For this aspect I returned to Sendak's "Where the Wild Things Are" and how Max quickly becomes "king of all the Wild Things," until he becomes bored and longs for home. I also went into some detail describing how Huck Finn actually believes he is going to Hell because he helped his enslaved friend Jim "steal" himself from Miss Watson who legally owns him. Additionally, I describe how the belief in personal power was accompanied by a longing for agency in the world.
For the final aspect of a child's point of view, I drew from my own experience writing the Columbia Pictures film Josh and S.A.M. based on my own childhood relationship with my younger brother Sam Deese. Child characters can be both direct in their opinions and how they are feeling while also having difficulty articulating their feelings which are often all-consuming.
In May of 2020, I submitted to an article abstract to the international Journal of Screenwriting. My abstract was accepted for publication in its November 2021 Special Issue: Screenwriting for Children and Young Audiences.

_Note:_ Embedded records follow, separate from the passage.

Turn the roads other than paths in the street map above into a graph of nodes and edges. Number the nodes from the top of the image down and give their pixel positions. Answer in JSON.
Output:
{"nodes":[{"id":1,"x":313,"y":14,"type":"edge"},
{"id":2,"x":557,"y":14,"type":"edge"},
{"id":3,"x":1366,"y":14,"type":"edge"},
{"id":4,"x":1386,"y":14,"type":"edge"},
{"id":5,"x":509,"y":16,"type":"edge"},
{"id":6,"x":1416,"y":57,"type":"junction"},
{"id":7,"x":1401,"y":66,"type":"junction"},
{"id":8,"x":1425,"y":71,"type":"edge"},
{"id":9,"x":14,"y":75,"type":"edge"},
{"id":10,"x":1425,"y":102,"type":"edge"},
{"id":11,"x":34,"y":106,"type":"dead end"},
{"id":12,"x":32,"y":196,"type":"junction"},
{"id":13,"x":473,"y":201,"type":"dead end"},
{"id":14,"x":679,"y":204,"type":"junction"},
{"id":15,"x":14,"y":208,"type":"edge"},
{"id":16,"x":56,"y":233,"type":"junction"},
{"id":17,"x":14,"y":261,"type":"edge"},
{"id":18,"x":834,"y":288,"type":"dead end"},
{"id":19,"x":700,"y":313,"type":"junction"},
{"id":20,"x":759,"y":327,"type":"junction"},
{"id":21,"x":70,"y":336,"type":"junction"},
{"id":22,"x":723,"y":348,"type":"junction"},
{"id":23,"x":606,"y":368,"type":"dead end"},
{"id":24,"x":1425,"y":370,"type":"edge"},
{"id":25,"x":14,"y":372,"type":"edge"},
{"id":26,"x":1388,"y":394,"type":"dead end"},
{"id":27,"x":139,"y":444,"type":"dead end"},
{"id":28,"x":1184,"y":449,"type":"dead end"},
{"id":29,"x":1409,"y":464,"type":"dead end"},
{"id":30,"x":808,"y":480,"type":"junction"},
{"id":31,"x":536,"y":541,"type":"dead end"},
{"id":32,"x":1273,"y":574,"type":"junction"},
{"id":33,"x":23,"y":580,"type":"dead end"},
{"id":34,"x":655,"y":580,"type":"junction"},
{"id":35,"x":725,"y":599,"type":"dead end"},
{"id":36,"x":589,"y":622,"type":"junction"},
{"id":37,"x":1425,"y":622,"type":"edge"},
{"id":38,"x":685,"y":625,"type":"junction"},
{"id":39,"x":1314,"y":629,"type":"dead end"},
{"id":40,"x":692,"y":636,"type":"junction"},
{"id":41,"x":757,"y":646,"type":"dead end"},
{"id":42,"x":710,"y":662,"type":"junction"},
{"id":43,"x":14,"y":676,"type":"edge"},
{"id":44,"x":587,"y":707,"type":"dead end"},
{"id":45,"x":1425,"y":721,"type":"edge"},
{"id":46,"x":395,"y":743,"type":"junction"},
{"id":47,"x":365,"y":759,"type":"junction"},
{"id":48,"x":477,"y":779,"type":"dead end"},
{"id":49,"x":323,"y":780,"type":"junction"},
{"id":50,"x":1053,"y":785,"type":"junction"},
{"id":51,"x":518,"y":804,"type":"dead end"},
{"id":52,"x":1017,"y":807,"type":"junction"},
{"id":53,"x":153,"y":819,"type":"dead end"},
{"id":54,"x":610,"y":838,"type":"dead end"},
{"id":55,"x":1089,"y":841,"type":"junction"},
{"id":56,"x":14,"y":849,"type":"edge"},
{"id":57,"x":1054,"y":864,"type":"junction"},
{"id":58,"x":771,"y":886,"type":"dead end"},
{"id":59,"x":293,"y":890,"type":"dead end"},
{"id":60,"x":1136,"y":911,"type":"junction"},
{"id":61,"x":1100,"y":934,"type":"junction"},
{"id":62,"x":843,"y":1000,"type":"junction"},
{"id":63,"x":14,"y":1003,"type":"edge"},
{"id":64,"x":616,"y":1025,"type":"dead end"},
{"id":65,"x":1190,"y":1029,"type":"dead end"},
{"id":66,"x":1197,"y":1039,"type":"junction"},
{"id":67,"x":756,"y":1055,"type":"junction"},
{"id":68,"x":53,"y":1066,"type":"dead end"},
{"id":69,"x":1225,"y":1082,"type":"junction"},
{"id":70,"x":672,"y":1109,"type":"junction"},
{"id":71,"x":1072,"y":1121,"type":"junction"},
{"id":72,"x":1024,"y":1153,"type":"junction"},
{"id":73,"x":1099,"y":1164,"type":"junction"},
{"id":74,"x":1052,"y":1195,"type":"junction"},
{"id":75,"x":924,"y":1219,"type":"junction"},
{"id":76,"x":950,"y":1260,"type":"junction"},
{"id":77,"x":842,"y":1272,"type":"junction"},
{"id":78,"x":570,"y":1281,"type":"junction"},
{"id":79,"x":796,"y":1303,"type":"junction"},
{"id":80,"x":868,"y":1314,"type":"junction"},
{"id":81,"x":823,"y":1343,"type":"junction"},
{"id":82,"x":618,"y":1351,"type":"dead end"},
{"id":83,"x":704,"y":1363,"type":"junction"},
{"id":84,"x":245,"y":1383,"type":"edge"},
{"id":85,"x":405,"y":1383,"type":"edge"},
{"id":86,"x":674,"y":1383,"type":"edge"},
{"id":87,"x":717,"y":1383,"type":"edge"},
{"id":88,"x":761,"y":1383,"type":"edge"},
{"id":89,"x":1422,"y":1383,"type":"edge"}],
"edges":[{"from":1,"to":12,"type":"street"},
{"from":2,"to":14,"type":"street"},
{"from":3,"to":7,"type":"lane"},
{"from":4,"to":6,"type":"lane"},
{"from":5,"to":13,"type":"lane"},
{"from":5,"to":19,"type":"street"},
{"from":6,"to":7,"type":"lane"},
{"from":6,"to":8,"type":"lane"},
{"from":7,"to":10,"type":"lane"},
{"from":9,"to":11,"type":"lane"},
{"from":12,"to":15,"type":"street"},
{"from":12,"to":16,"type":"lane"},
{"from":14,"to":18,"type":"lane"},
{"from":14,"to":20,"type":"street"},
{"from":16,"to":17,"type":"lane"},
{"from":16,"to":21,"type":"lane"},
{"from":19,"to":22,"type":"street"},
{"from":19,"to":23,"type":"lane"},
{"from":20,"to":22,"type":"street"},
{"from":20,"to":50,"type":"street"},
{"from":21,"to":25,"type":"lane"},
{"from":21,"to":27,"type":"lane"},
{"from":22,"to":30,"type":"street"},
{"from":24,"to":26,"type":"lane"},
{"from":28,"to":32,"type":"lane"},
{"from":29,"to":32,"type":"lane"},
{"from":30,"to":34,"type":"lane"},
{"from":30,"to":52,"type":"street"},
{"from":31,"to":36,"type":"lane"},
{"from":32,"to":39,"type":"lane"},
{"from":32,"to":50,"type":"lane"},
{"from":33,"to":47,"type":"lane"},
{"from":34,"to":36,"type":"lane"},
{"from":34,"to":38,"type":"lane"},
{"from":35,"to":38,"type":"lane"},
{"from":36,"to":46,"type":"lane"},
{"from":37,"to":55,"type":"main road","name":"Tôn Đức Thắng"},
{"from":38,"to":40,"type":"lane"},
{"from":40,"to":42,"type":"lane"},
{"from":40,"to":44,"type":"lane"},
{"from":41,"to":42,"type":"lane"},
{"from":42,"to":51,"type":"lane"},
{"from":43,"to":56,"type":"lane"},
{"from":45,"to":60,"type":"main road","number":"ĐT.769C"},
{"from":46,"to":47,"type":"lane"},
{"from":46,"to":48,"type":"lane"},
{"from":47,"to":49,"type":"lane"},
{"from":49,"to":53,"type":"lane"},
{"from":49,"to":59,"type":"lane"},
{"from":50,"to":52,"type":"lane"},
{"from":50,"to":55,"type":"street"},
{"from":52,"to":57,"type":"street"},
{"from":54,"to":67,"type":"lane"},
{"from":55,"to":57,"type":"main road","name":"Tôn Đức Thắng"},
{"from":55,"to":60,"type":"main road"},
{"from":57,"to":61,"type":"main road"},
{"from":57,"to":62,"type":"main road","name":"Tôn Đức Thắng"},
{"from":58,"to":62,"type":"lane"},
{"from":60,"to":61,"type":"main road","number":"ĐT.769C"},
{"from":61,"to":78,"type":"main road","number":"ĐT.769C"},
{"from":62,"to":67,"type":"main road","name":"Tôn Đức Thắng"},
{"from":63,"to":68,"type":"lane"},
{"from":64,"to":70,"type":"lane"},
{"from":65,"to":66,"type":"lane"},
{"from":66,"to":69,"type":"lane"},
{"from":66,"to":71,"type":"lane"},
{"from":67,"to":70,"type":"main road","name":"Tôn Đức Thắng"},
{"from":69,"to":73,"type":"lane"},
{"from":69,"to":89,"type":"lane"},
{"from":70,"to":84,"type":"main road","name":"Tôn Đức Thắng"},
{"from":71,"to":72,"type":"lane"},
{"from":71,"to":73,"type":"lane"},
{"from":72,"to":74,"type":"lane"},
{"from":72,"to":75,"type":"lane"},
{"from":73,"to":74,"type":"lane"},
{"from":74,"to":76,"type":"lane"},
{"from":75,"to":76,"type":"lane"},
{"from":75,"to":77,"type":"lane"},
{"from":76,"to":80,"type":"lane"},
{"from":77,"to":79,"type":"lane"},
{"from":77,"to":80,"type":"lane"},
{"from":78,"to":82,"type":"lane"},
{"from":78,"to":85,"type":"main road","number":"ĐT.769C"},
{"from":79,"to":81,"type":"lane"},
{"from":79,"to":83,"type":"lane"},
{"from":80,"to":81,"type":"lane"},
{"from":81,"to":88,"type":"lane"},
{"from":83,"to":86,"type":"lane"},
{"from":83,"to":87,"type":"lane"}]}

My article "Fear and Wonderment in a Limitless World: Learning to Write from a Child’s Point of View" will be included in that issue.
In the summer of 2018, Photo Professor Susan Lakin and I began research on a promotional Virtual Reality film to promote the Society for the Protection and Care of Children which has operated in Rochester since the 1870s.
Formerly the Society for the Prevention of Cruelty to Children, the organization grew out of animal protection society whose founder saved Mary Ellen Wilson from her abuse and helped get her to a new family on a farm outside Rochester, NY. She lived there until the age 92, survived by many children, grandchildren, and great grandchildren.
The SPCC continues to do crucial work in the Rochester area. Susan and I interviewed several young women who were severely abused and who found new lives through the SPCC. Their testimony will be part of the immersive film experience were are currently working on.
Isabelle Anderson has joined out team as a virtual reality animator. We expect to have a version of the experience finished in September 2021.
SPCC Virtual Reality recreating experience of abused child Mary Ellen Wilson locked in 1874 closet.
In late 2015, author Jonathan Stevenson contacted me about my research interview with well-known CIA turncoat Philip Agee. I had several meetings with Stevenson, first in-person in New York City, then on the phone. I also sent him a PDF transcript of my three-day recorded interview with Agee, which he used in the book with my permission.
The book was published on May 21st, 2021 and included a subchapter about my three days with Agee.